Adam: Paradoxically, the same trends that lead to project values going down, that is, the evolution of technology for increased capacity and size, also make them more expensive to replace. Looking at blades, for example, it’s logistically harder to replace a blade that’s 60m compared to 25m, and ultimately, means a greater cost is incurred to manufacture and transport a replacement.

 

What can insured clients do to ensure accurate values are submitted to Underwriters?

 

Adam: We’ve seen a few cases where re-evaluation has been undertaken with an ultimate goal to reduce premiums, However, Underwriters will require a premium to reflect the risk, therefore the original rate used in calculating the premium may need to increase to sustain the premium levels. Of course, we are happy to support clients in a reasonable re-evaluation of their projects.
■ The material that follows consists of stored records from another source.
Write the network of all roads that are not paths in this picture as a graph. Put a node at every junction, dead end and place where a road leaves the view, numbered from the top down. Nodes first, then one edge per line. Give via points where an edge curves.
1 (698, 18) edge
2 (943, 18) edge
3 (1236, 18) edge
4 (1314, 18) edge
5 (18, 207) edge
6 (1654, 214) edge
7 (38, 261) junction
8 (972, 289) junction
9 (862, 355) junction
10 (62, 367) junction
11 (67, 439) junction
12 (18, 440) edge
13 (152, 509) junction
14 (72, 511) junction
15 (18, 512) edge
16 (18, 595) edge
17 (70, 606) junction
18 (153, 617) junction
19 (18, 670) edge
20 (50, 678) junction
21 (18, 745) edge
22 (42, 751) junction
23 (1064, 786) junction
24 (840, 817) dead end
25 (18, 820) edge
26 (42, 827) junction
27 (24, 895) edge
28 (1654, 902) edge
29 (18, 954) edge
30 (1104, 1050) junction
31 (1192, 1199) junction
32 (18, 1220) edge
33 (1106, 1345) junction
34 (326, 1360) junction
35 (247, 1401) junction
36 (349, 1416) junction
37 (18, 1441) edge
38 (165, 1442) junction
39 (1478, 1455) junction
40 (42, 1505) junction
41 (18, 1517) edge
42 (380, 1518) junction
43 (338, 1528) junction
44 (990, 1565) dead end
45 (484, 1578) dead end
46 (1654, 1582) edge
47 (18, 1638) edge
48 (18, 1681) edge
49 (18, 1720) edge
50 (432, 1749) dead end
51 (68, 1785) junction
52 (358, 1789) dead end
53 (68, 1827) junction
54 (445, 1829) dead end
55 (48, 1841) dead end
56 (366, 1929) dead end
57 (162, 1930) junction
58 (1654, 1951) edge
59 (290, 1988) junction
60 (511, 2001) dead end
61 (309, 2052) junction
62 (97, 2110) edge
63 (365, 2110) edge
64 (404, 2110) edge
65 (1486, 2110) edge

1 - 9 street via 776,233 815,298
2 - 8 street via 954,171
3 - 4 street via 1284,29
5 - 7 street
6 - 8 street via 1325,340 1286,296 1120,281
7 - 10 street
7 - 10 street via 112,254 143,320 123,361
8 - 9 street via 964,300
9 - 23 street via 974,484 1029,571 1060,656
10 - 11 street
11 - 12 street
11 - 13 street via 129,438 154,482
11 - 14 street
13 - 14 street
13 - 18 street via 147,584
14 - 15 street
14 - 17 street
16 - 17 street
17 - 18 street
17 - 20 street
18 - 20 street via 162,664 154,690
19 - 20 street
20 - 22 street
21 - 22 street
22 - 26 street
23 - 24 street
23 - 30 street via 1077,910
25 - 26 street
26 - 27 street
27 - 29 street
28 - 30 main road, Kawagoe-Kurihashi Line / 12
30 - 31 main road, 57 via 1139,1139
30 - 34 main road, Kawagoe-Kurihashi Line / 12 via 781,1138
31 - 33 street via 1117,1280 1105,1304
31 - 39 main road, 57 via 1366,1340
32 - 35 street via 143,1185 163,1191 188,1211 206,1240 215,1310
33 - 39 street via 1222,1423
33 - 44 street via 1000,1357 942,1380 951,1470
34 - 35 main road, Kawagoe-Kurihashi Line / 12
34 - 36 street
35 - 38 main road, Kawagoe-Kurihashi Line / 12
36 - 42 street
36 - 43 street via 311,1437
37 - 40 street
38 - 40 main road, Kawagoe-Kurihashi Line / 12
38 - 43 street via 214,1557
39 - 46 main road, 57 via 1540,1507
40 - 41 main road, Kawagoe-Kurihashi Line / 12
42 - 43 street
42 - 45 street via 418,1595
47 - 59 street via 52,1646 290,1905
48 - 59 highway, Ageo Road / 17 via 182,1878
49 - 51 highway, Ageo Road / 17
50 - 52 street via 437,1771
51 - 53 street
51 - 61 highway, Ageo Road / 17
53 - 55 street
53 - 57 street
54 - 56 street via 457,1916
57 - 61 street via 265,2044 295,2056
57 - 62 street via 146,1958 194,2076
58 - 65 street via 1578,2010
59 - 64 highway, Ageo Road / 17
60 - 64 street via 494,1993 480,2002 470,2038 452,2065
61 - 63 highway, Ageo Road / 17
At GCube, we will often sense check values with qualified, independent third-party appraisal and valuation firms.

 

Josh: One thing that always helps in any negotiation around your project’s premium is getting in touch in touch with O&M and construction partners. Information about contract price to build 30 turbines is useful, but knowing what the OEM will charge for one turbine is even more helpful for assessing what the right premium should be. If clients can get cost of replacement and length of replacement time in writing, that can go far in supporting a new premium.